Kenyan business executive

Peter Ndegwa is a Kenyan businessman, accountant and corporate executive, who is the chief executive officer at Safaricom, the largest telecommunications company in the countries of the East African Community, with approximately 50 million subscribers in December 2020. He is the first Kenyan to lead in Safaricom.

Before his current appointment, he was the Managing Director for Continental Europe and Russia, at Diageo. He was responsible for Diageo's spirits and beer business across more than 50 countries in Western Europe, Eastern Europe and Russia, excluding the United Kingdom and Ireland. The business comprises six business units each with a General Manager.
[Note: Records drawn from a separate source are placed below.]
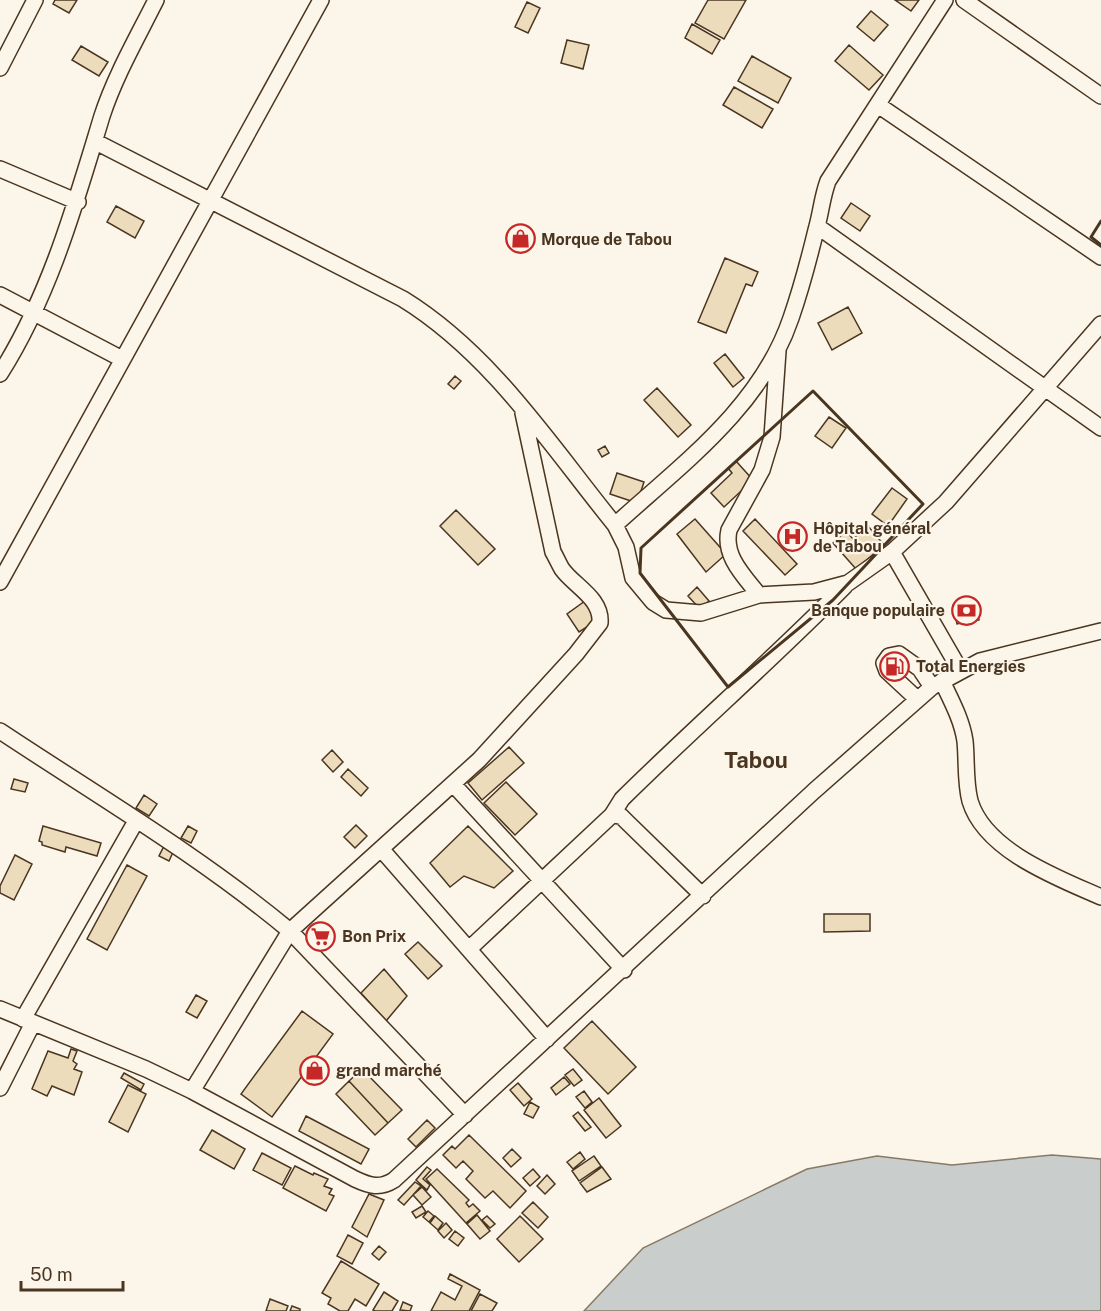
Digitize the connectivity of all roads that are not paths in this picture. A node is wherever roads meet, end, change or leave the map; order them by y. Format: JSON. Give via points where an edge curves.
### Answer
{"nodes":[{"id":1,"x":35,"y":0,"type":"edge"},
{"id":2,"x":156,"y":0,"type":"edge"},
{"id":3,"x":321,"y":0,"type":"edge"},
{"id":4,"x":945,"y":0,"type":"edge"},
{"id":5,"x":964,"y":0,"type":"edge"},
{"id":6,"x":0,"y":68,"type":"edge"},
{"id":7,"x":1101,"y":96,"type":"edge"},
{"id":8,"x":878,"y":105,"type":"junction"},
{"id":9,"x":96,"y":142,"type":"junction"},
{"id":10,"x":0,"y":169,"type":"edge"},
{"id":11,"x":210,"y":199,"type":"junction"},
{"id":12,"x":78,"y":202,"type":"junction"},
{"id":13,"x":817,"y":226,"type":"junction"},
{"id":14,"x":1101,"y":257,"type":"edge"},
{"id":15,"x":0,"y":295,"type":"edge"},
{"id":16,"x":34,"y":313,"type":"junction"},
{"id":17,"x":1101,"y":324,"type":"edge"},
{"id":18,"x":779,"y":348,"type":"junction"},
{"id":19,"x":122,"y":359,"type":"junction"},
{"id":20,"x":0,"y":374,"type":"edge"},
{"id":21,"x":1046,"y":388,"type":"junction"},
{"id":22,"x":522,"y":411,"type":"junction"},
{"id":23,"x":1101,"y":428,"type":"edge"},
{"id":24,"x":615,"y":525,"type":"junction"},
{"id":25,"x":892,"y":552,"type":"junction"},
{"id":26,"x":0,"y":582,"type":"edge"},
{"id":27,"x":848,"y":583,"type":"junction"},
{"id":28,"x":759,"y":595,"type":"junction"},
{"id":29,"x":1101,"y":631,"type":"edge"},
{"id":30,"x":960,"y":670,"type":"junction"},
{"id":31,"x":937,"y":684,"type":"junction"},
{"id":32,"x":917,"y":699,"type":"junction"},
{"id":33,"x":0,"y":731,"type":"edge"},
{"id":34,"x":453,"y":784,"type":"junction"},
{"id":35,"x":612,"y":815,"type":"junction"},
{"id":36,"x":136,"y":821,"type":"junction"},
{"id":37,"x":382,"y":850,"type":"junction"},
{"id":38,"x":543,"y":882,"type":"junction"},
{"id":39,"x":703,"y":896,"type":"junction"},
{"id":40,"x":1101,"y":897,"type":"edge"},
{"id":41,"x":290,"y":931,"type":"junction"},
{"id":42,"x":469,"y":949,"type":"junction"},
{"id":43,"x":624,"y":970,"type":"junction"},
{"id":44,"x":0,"y":1009,"type":"edge"},
{"id":45,"x":28,"y":1021,"type":"junction"},
{"id":46,"x":547,"y":1039,"type":"junction"},
{"id":47,"x":0,"y":1088,"type":"edge"},
{"id":48,"x":192,"y":1091,"type":"junction"},
{"id":49,"x":465,"y":1115,"type":"junction"}],
"edges":[{"from":1,"to":6,"type":"street"},
{"from":2,"to":9,"type":"street","via":[[114,85]]},
{"from":3,"to":11,"type":"street"},
{"from":4,"to":8,"type":"street"},
{"from":5,"to":7,"type":"street"},
{"from":8,"to":13,"type":"street","via":[[828,181]]},
{"from":8,"to":14,"type":"street"},
{"from":9,"to":11,"type":"street"},
{"from":9,"to":12,"type":"street"},
{"from":10,"to":12,"type":"street"},
{"from":11,"to":19,"type":"street"},
{"from":11,"to":22,"type":"street","via":[[421,310],[476,355]]},
{"from":12,"to":16,"type":"street"},
{"from":13,"to":18,"type":"street"},
{"from":13,"to":21,"type":"street"},
{"from":15,"to":16,"type":"street"},
{"from":16,"to":19,"type":"street"},
{"from":16,"to":20,"type":"street"},
{"from":17,"to":21,"type":"street"},
{"from":18,"to":24,"type":"street","via":[[729,421]]},
{"from":18,"to":28,"type":"street","via":[[772,437],[762,470],[729,530],[727,541],[731,556]]},
{"from":19,"to":26,"type":"street"},
{"from":21,"to":23,"type":"street"},
{"from":21,"to":25,"type":"street","via":[[946,502]]},
{"from":22,"to":24,"type":"street"},
{"from":22,"to":34,"type":"street","via":[[553,552],[562,569],[589,595],[600,622],[506,732]]},
{"from":24,"to":28,"type":"street","via":[[626,548],[633,578],[653,602],[666,610],[701,613]]},
{"from":25,"to":27,"type":"street"},
{"from":25,"to":30,"type":"street"},
{"from":27,"to":28,"type":"street","via":[[814,592]]},
{"from":27,"to":35,"type":"street","via":[[777,655],[703,719],[622,799]]},
{"from":29,"to":30,"type":"street","via":[[1006,653]]},
{"from":30,"to":31,"type":"street"},
{"from":31,"to":32,"type":"street"},
{"from":31,"to":32,"type":"street","via":[[899,654],[888,656],[884,663],[886,671]]},
{"from":31,"to":40,"type":"street","via":[[964,738],[970,800],[979,819],[1014,854]]},
{"from":32,"to":39,"type":"street"},
{"from":33,"to":36,"type":"street"},
{"from":34,"to":37,"type":"street"},
{"from":34,"to":38,"type":"street"},
{"from":35,"to":38,"type":"street"},
{"from":35,"to":39,"type":"street","via":[[621,816]]},
{"from":36,"to":41,"type":"street","via":[[218,874]]},
{"from":36,"to":45,"type":"street"},
{"from":37,"to":41,"type":"street"},
{"from":37,"to":42,"type":"street"},
{"from":38,"to":42,"type":"street"},
{"from":38,"to":43,"type":"street"},
{"from":39,"to":43,"type":"street"},
{"from":41,"to":48,"type":"street"},
{"from":41,"to":49,"type":"street"},
{"from":42,"to":46,"type":"street"},
{"from":43,"to":46,"type":"street"},
{"from":44,"to":45,"type":"street"},
{"from":45,"to":47,"type":"street"},
{"from":45,"to":48,"type":"street"},
{"from":46,"to":49,"type":"street"},
{"from":48,"to":49,"type":"street","via":[[375,1187],[394,1180]]}]}
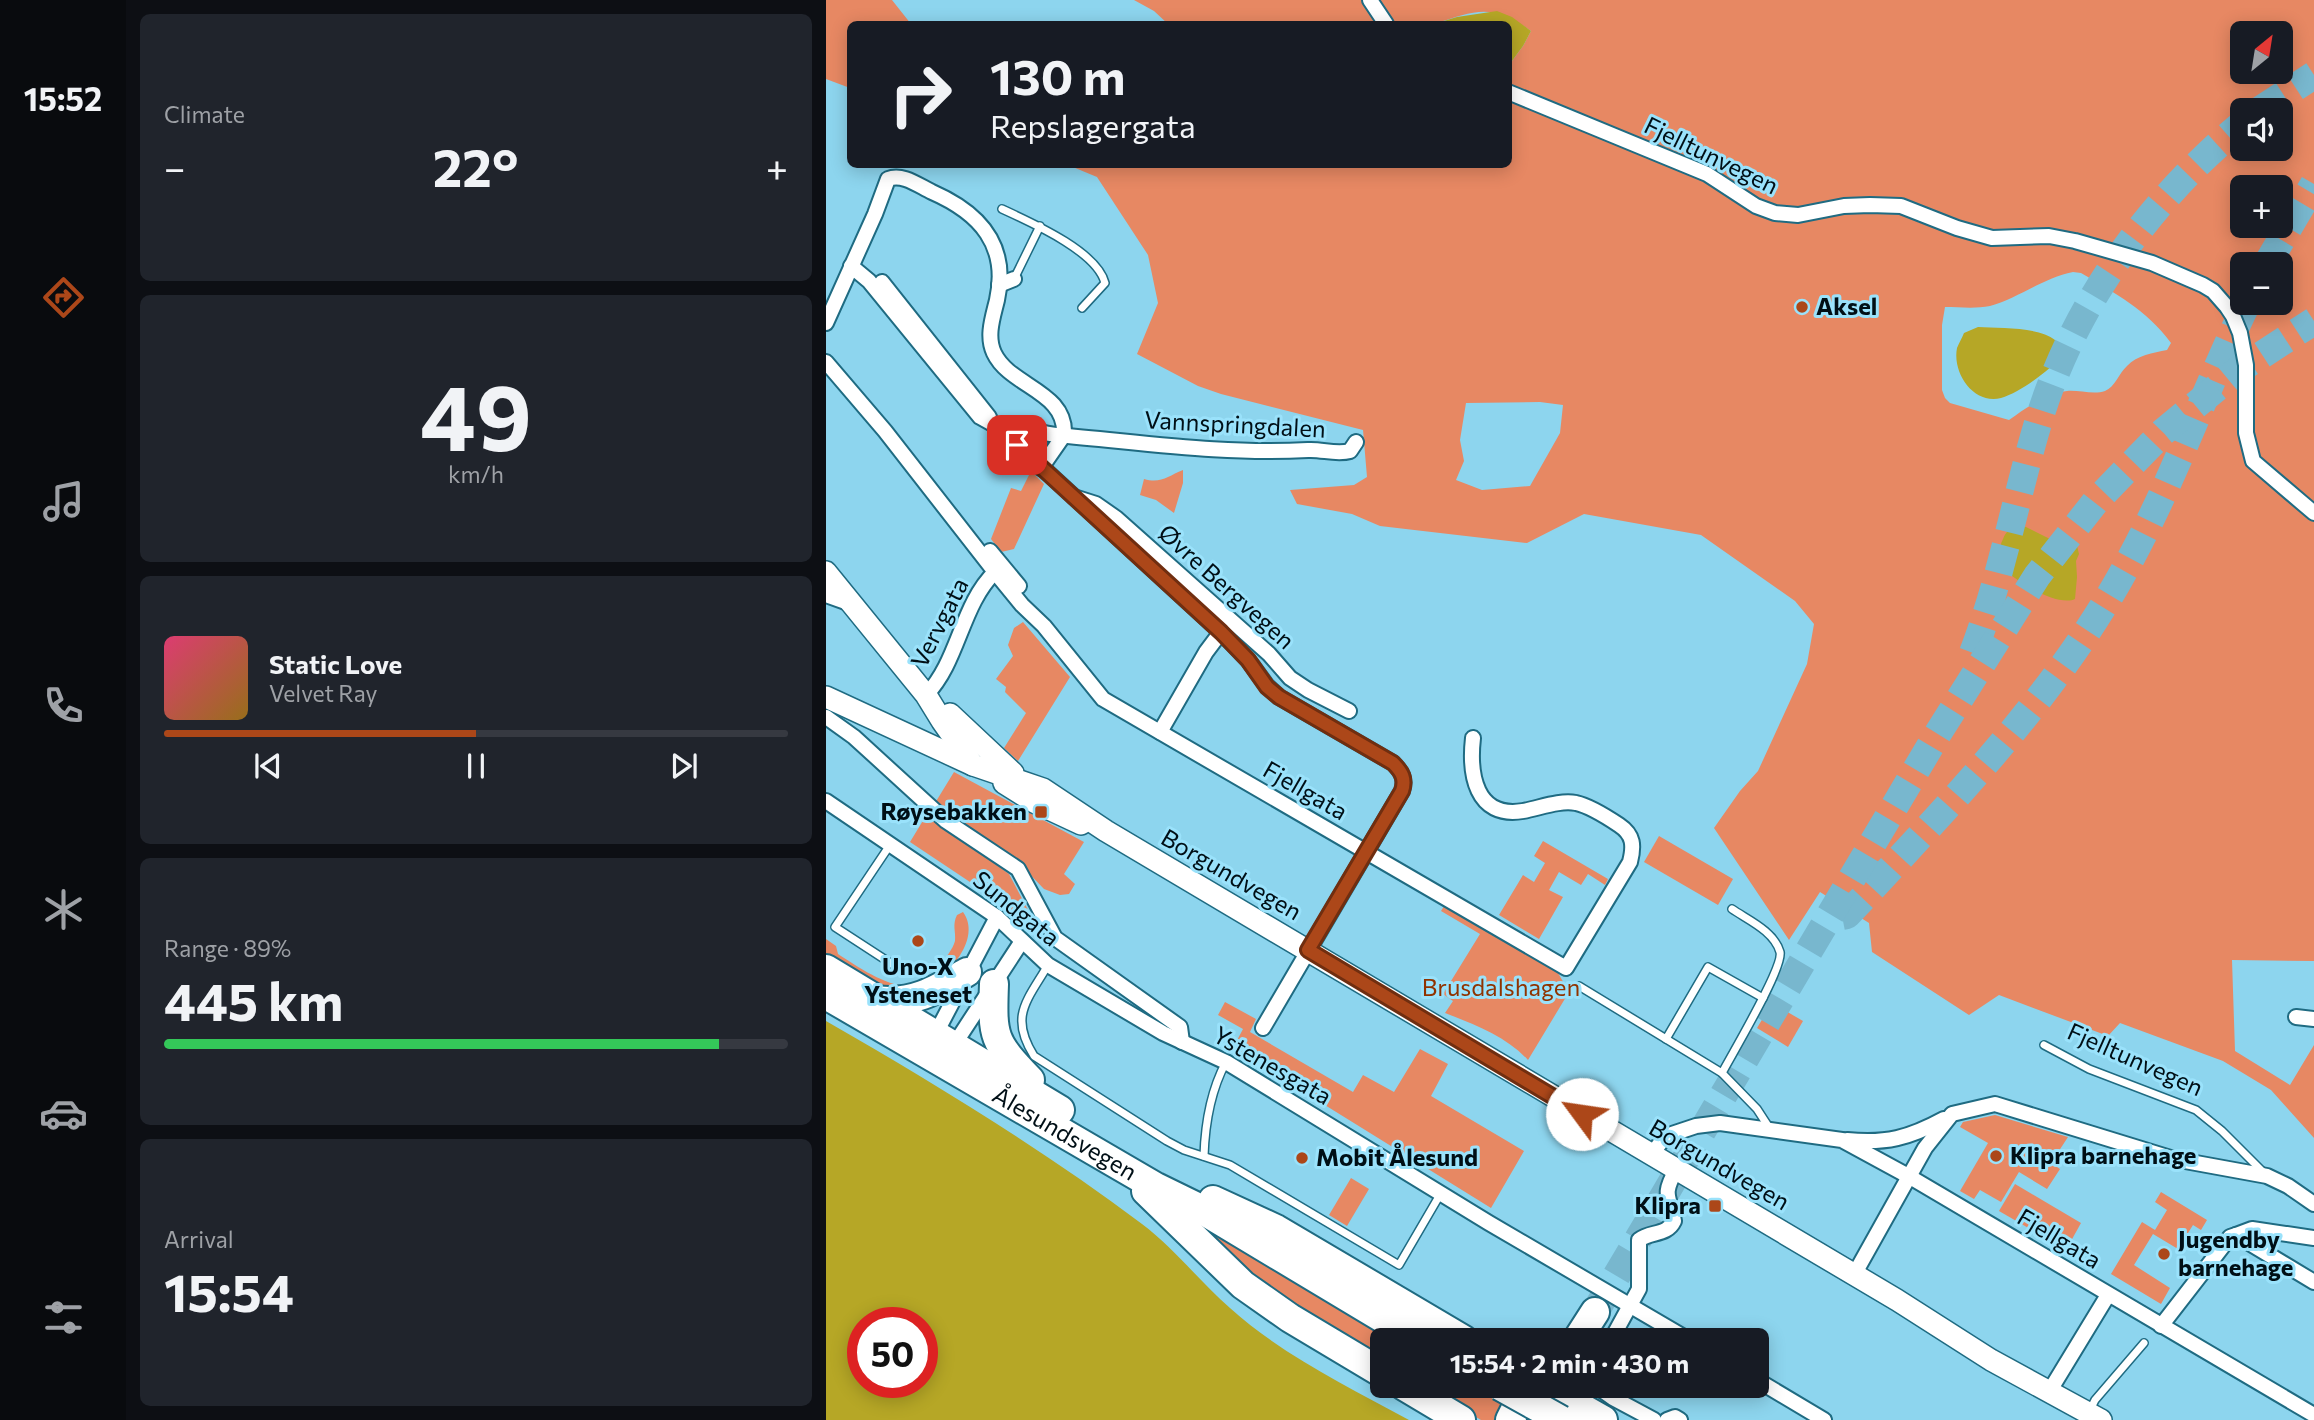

==Early life and education==
Ndegwa was born in Kenya in 1969. He attended Starehe Boys' Centre and School, where he obtained a High School Diploma. He was admitted to the University of Nairobi, where he obtained a Bachelor's degree in Economics. Later, he graduated from the London School of Business with a Master of Business Administration. He is also a Certified Public Accountant.

==Career==
He worked as a consultant at PricewaterhouseCoopers, based in the United Kingdom. Later Ndegwa joined East African Breweries (EABL) in 2004 as the Director of Strategy, based in Nairobi, Kenya's capital city. After eight years at EABL, he was appointed as the Managing Director of Guinness Ghana Breweries Limited (GGBL), in December 2011. He worked there until August 2015, when he was appointed to head Guinness Nigeria. Partly on account of his successes in Ghana and Nigeria, in July 2018, he was appointed General Manager of Diageo’s business in Western and Eastern Europe, including Russia. He was based in Amsterdam in the Netherlands.

On 24 October 2019, the board of directors of Safaricom appointed Peter Ndegwa as the next CEO, effective 1 April 2020. He is the first Kenyan in that role. He took over from former Safaricom CEO Michael Joseph, who has been interim CEO of Safaricom Limited since July 2019.

Ndegwa is the next substantive CEO at Safaricom, since the death of Bob Collymore, who died on 1 July 2019.

==Personal life==
Peter Ndegwa is a married man. He has one child.